- _Record extracts_:
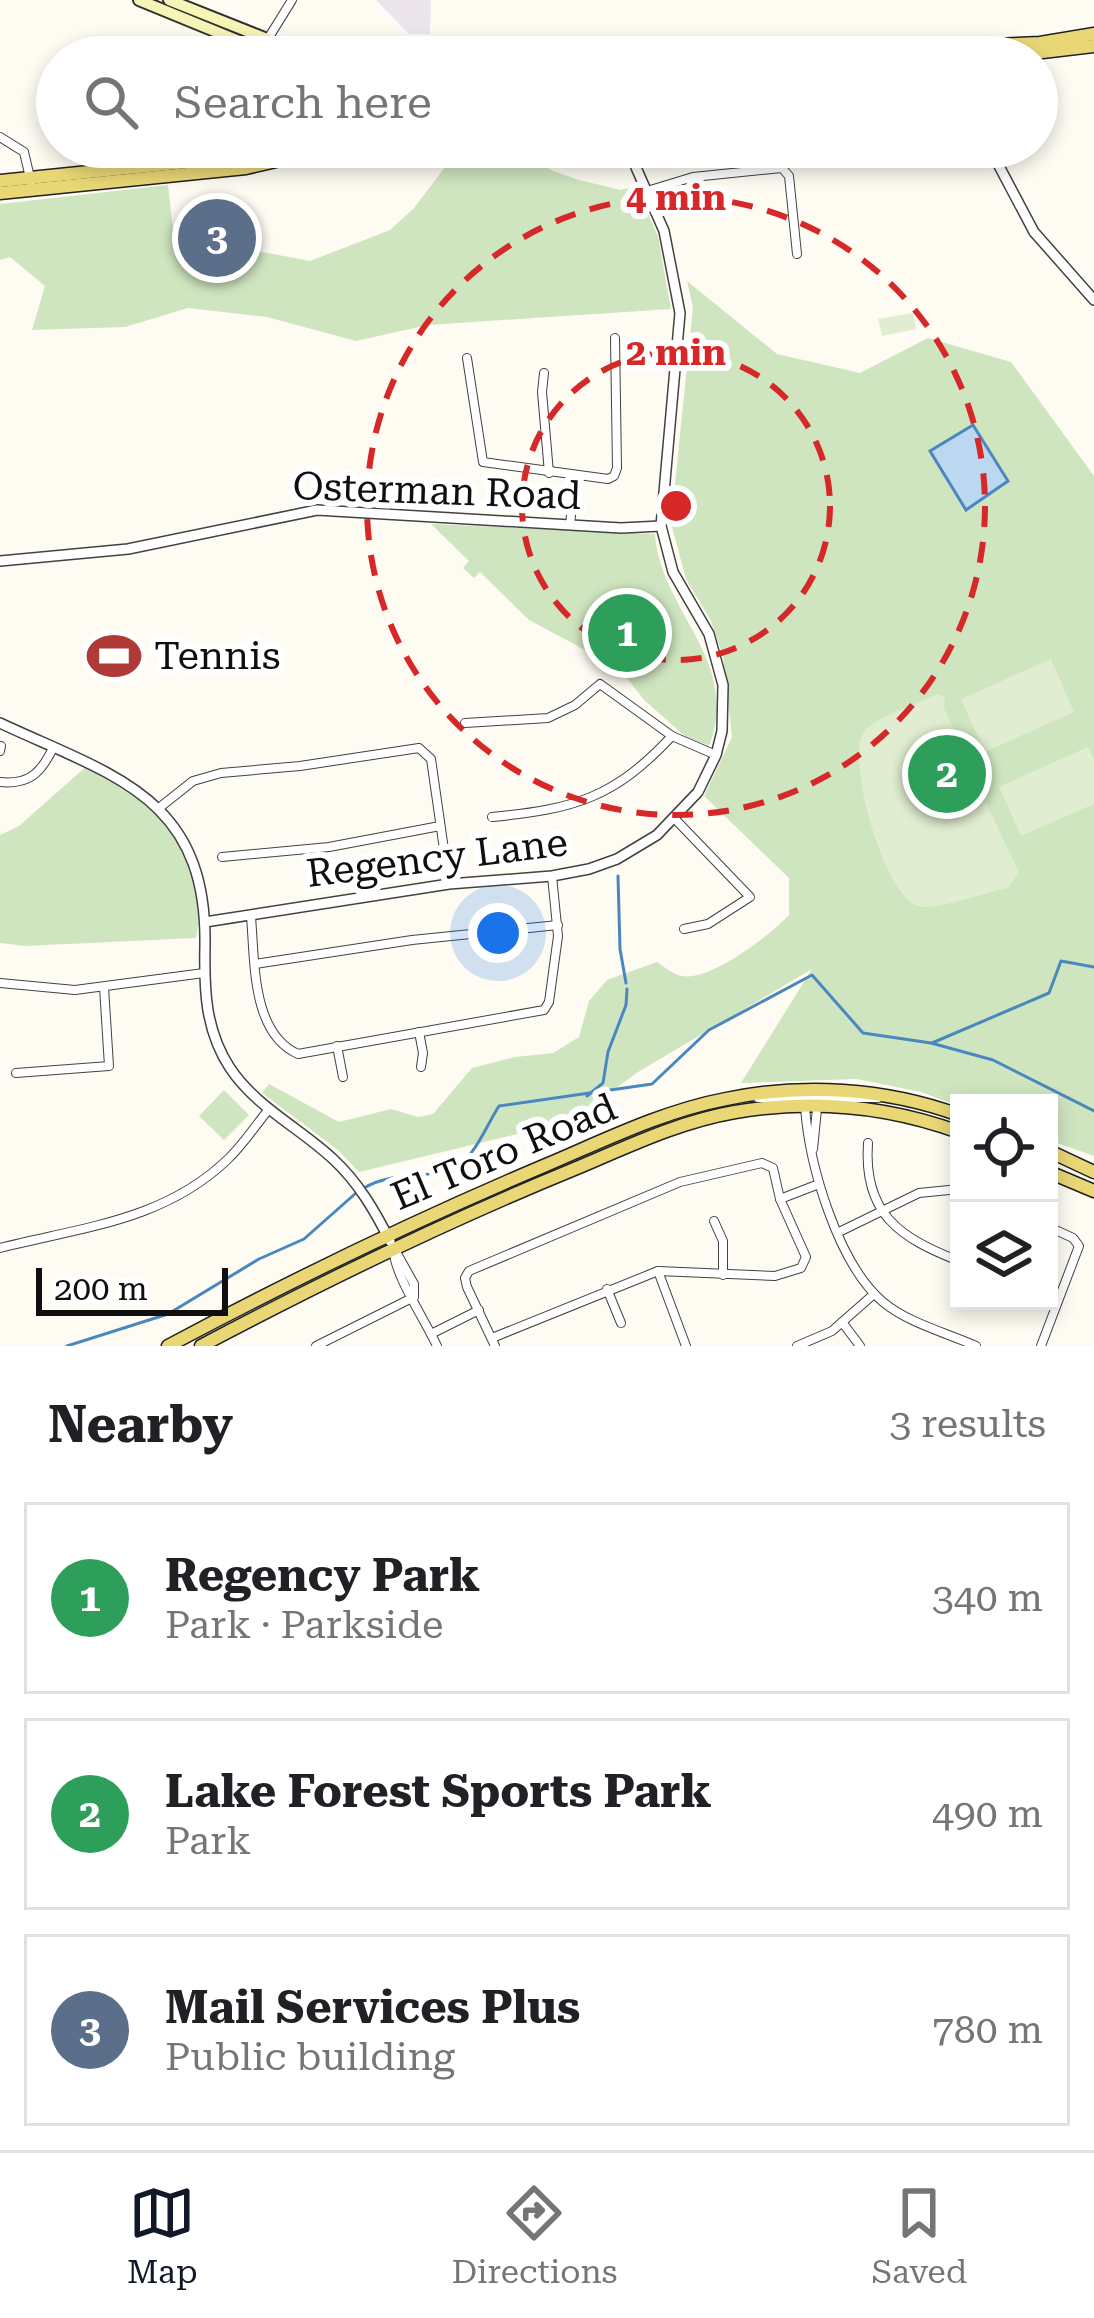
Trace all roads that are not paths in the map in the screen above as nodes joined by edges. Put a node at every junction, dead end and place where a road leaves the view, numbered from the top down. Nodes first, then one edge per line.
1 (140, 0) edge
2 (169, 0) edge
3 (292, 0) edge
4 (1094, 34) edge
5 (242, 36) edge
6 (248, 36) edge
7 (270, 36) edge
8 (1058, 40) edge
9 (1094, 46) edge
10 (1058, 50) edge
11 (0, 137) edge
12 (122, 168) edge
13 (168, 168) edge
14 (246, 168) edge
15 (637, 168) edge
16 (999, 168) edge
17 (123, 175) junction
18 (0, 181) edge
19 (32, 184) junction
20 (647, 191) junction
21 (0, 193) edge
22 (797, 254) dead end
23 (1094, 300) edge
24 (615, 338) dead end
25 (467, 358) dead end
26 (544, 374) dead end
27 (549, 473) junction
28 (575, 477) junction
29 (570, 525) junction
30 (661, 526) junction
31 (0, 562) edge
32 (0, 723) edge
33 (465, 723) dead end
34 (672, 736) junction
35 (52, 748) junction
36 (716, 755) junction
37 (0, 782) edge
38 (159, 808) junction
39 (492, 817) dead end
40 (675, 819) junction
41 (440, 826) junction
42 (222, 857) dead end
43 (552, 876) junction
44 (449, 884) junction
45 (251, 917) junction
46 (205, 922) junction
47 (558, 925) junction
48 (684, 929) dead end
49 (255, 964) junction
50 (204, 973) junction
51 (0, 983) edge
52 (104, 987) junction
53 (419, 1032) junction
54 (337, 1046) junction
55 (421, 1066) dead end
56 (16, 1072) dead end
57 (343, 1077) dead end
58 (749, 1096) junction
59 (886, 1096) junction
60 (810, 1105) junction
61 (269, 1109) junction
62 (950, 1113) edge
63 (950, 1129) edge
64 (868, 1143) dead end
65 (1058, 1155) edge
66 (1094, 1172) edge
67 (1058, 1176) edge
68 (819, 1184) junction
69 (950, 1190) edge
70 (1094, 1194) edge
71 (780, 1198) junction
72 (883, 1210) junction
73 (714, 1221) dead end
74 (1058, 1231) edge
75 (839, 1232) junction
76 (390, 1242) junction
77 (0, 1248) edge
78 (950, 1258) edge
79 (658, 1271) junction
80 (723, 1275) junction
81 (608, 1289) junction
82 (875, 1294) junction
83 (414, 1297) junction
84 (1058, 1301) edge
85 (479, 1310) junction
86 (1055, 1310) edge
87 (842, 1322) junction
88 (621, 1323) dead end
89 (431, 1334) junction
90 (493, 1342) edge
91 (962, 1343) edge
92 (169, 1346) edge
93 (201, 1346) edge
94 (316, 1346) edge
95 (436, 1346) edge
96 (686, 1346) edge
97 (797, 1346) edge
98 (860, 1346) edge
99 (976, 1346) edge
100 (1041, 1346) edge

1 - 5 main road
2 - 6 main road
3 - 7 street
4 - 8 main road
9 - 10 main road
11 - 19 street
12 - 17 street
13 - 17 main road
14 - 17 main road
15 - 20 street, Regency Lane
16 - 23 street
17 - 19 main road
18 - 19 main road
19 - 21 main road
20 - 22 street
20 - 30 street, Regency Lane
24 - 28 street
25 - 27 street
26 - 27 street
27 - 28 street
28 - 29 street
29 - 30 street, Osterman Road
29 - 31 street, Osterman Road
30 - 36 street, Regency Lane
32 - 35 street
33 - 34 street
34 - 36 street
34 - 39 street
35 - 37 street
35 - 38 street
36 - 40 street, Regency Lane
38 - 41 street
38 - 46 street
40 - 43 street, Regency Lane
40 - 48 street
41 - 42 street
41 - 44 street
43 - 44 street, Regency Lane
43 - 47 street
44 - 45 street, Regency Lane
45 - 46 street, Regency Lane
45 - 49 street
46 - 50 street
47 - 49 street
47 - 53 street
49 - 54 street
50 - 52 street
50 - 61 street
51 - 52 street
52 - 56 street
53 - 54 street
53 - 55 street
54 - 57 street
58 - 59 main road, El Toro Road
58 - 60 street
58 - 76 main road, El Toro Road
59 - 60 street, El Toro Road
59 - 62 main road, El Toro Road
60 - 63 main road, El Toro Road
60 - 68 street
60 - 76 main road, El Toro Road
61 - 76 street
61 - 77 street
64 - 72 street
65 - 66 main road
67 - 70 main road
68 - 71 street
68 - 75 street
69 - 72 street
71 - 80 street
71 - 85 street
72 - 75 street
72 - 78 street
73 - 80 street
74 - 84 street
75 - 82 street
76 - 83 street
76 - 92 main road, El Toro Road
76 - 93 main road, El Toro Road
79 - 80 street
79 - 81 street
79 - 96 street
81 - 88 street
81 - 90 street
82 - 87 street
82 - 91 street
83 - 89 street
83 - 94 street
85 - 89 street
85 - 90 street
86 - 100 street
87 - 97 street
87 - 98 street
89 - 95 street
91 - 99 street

- _Task objective_: Pull every line containing the word "Regency" out of the material and copy it.

- _Answer below_:
15 - 20 street, Regency Lane
20 - 30 street, Regency Lane
30 - 36 street, Regency Lane
36 - 40 street, Regency Lane
40 - 43 street, Regency Lane
43 - 44 street, Regency Lane
44 - 45 street, Regency Lane
45 - 46 street, Regency Lane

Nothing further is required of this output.